After being kept at arm’s length from George Bush throughout the presidential campaign, Vice President-elect Dan Quayle prepared Wednesday for an uncertain future in an ill-defined job.
Only hours after delivering his acceptance speech, Quayle arrived early in the morning at the Washington townhouse that will serve as his transition headquarters and pledged to “get things rolling.” Through an aide, he said he would give up his Senate duties shortly, resigning his seat within a month to allow outgoing Republican Gov. Robert D. Orr to appoint a replacement.
But Quayle also spent part of the morning watching on a hand-held television as his new boss, President-elect Bush, turned noncommittal in his first news conference when questioned about what Quayle’s role would be.

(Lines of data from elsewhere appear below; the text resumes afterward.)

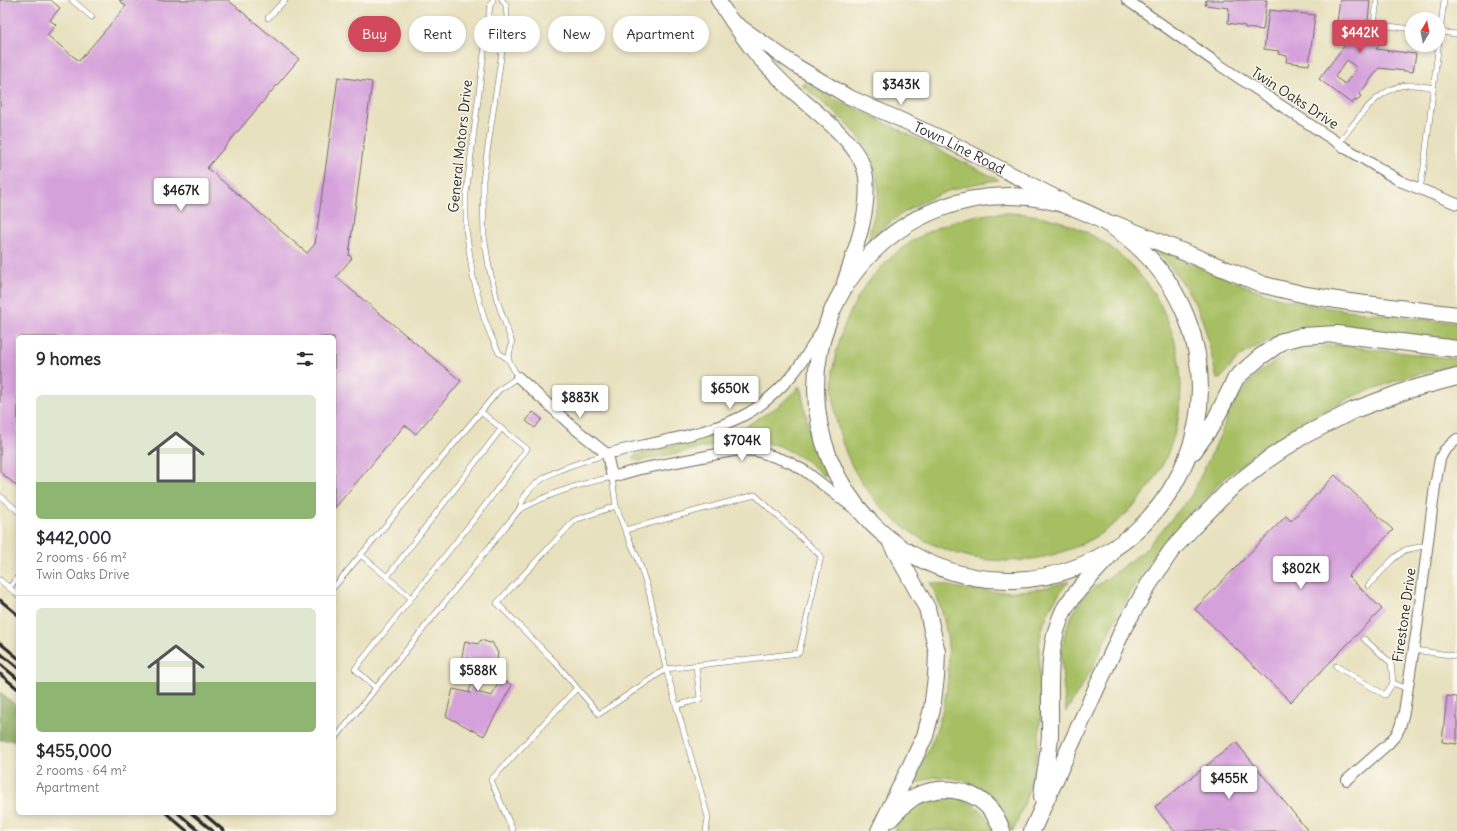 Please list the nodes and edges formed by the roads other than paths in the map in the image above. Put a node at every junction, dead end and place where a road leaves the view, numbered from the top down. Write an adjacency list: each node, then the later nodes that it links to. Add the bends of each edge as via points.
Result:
1 (72, 0): 10 (lane)
2 (285, 0): 11 (lane)
3 (493, 0): 27 (lane, General Motors Drive, via 490,6 472,141 466,194 466,229 479,302 499,353)
4 (502, 0): 27 (lane, General Motors Drive, via 506,5 507,17 483,180 483,211 484,236 492,283 512,343)
5 (718, 0): 12 (street, Town Line Road)
6 (1127, 0): 18 (street, Twin Oaks Drive)
7 (1377, 0): 13 (lane, via 1374,24)
8 (1444, 0): 9 (lane)
9 (1442, 12)
10 (92, 17)
11 (268, 18)
12 (732, 21): 20 (street, Town Line Road, via 798,67 847,96 944,139); 23 (street, Town Line Road, via 779,78 840,133 863,165 866,176 863,225)
13 (1405, 28)
14 (1445, 33): 15 (lane)
15 (1457, 34)
16 (1437, 52): 17 (lane)
17 (1434, 88): 18 (lane, via 1416,85 1398,87 1381,95 1370,104); 19 (lane)
18 (1338, 144): 19 (street, Twin Oaks Drive, via 1400,181)
19 (1420, 189): 21 (street, Twin Oaks Drive)
20 (1063, 202): 22 (main road); 23 (main road, via 994,197 949,205 904,226 881,244)
21 (1457, 204)
22 (1104, 220): 24 (main road, via 1264,285 1349,302); 34 (main road, via 1166,280 1184,314 1196,352 1200,376 1197,423)
23 (844, 283): 25 (main road)
24 (1457, 315)
25 (826, 322): 33 (street, via 794,372 775,393 751,412 730,422 692,434); 40 (main road, via 817,365 820,416 827,451)
26 (1457, 349): 34 (main road, via 1337,334 1302,336 1283,341 1236,378 1213,424)
27 (508, 358): 28 (lane, General Motors Drive)
28 (518, 377): 30 (lane, via 499,390); 33 (street, General Motors Drive)
29 (1457, 377): 67 (main road, via 1408,390 1354,410 1301,437 1229,490 1192,528 1171,551 1124,627)
30 (481, 412): 31 (lane); 45 (lane)
31 (501, 429): 46 (lane); 53 (lane, via 527,449)
32 (1457, 439): 43 (street, Firestone Drive, via 1444,451 1440,459)
33 (607, 454): 35 (street); 39 (lane, via 558,470 545,477 525,496)
34 (1185, 464): 44 (main road, via 1158,509)
35 (612, 477): 37 (lane); 39 (lane, via 567,489); 40 (street, via 738,450 757,451 789,462 805,471)
36 (0, 496): 38 (lane)
37 (616, 506): 41 (lane); 62 (lane, via 575,520 497,603)
38 (16, 509)
39 (519, 510): 61 (lane)
40 (861, 514): 42 (main road)
41 (625, 530): 57 (lane, via 755,495 821,556 799,653); 59 (lane, via 650,596)
42 (890, 543): 44 (main road, via 927,562 970,576 993,580 1032,579 1054,575 1079,567); 68 (main road, via 926,608 937,652 932,709 925,736)
43 (1428, 545): 50 (lane, via 1405,550); 55 (street, Firestone Drive)
44 (1118, 546): 67 (main road, via 1064,610 1053,640 1050,660 1050,735)
45 (361, 555): 46 (lane); 49 (lane)
46 (387, 576): 53 (lane)
47 (16, 579): 51 (lane)
48 (0, 580): 51 (lane)
49 (336, 585)
50 (1368, 586)
51 (9, 588): 52 (lane)
52 (16, 593)
53 (411, 598): 61 (lane, via 355,669)
54 (1364, 639): 60 (lane, via 1391,663)
55 (1414, 650): 56 (lane); 63 (street, Firestone Drive)
56 (1457, 656)
57 (696, 666): 59 (lane); 64 (lane, via 700,699)
58 (1336, 666): 60 (lane, via 1385,695)
59 (666, 669): 62 (lane, via 598,714); 64 (lane)
60 (1393, 684): 63 (lane)
61 (375, 687): 65 (lane)
62 (578, 688): 69 (lane, via 491,780)
63 (1408, 688): 66 (street, Firestone Drive, via 1403,717 1396,735)
64 (676, 706): 70 (lane, via 708,817)
65 (336, 737)
66 (1347, 780)
67 (1039, 817): 72 (main road)
68 (880, 829): 71 (main road, via 905,804 934,790 959,791 975,796 986,804 999,821)
69 (513, 831)
70 (706, 831)
71 (1002, 831)
72 (1032, 831)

When Quayle journeyed later to Andrews Air Force Base to help welcome Bush home, it marked the first time in six weeks that he had been invited to meet face-to-face with Bush. The President-elect praised Quayle for emerging strong from his “baptism by fire,” but he did not ask his running mate to speak publicly.
Quayle Heads Home
And at the end of the day, while Bush stayed on after a White House ceremony to discuss briefly with President Reagan his plans for the next Administration, Quayle headed home.
There have been no such discussions between Bush and Quayle, leaving Quayle unable to answer questions about what he will do for the next four years. Both men attribute the lack of planning to preoccupation with the election, and Quayle has said he was unconcerned about his own stature.
“The vice president submerges himself and implements the policies of the President,” he told reporters Tuesday as his campaign plane returned to Washington. “That becomes your sole goal and your challenge in the job.”
But advisers to Quayle say that he was privately apprehensive that he might be pushed aside by the same hostile Bush aides who never wanted Quayle on the ticket in the first place and might view his soaring unfavorability ratings as vindication.
“It’s going to be tough for him,” one senior aide worried aloud on election night.
To Direct Space Panel
There appears no obstacle to Quayle serving--as Bush has promised--as director of the National Space Council, a largely powerless panel that coordinates space policy.
But Quayle has also expressed an expectation that Bush would ask him to help in the formulation of national security policy.
Publicly, Bush has not committed himself on the subject. He indicated in a television interview last week that he “might” appoint his vice president to head the White House Crisis Management Team, as Bush had done. And he made clear in his news conference Wednesday that Quayle would be given access to classified national security documents.
But aides to Quayle say that unofficial word has already been passed from Bush headquarters that Quayle’s national security responsibilities will be minimal. In particular, they said, he will be asked to play a smaller role on the National Security Council than Bush did.
The prospect of Quayle’s assuming another major role--as the coordinator of the nation’s anti-drug efforts--has meanwhile been confounded by new legislation that establishes a Cabinet-level drug czar but declares that the vice president may not hold the position. Quayle could now hope only for shared responsibility, one aide said.
Bush, Quayle to Meet
Whether Quayle is delegated additional responsibilities to fill the void may be considered as early as today, when he and Bush are expected to discuss for the first time what Quayle’s role will be.
In the long term, however, whatever power he maintains is likely to depend in large part on the influence his aides can wield in dealings with their counterparts in the White House. In his three months on the campaign trail, Quayle has traveled with a team of experienced advisers appointed by the Bush campaign. But now that the election is over, most members of that team have quickly distanced themselves from the vice president-elect.
Three of his five top aides--former White House political director Mitchell Daniels, speech writer Ken Khachigian and issues adviser James Ciccone--have already returned to the private sector. Scheduler Lanny Wiles is likely to do the same. Only Press Secretary David Prosperi has expressed even mild interest in staying with Quayle.
That leaves Quayle so far with a transition staff managed by Indianapolis lawyer Dan Evans and Tom Duesterberg, Quayle’s administrative assistant in the Senate. Although both are well-regarded, some of the departing aides hope Quayle can persuade an experienced Bush adviser to serve as his chief of staff.
“If he doesn’t,” one aide said, “he’ll disappear from the radar screen.”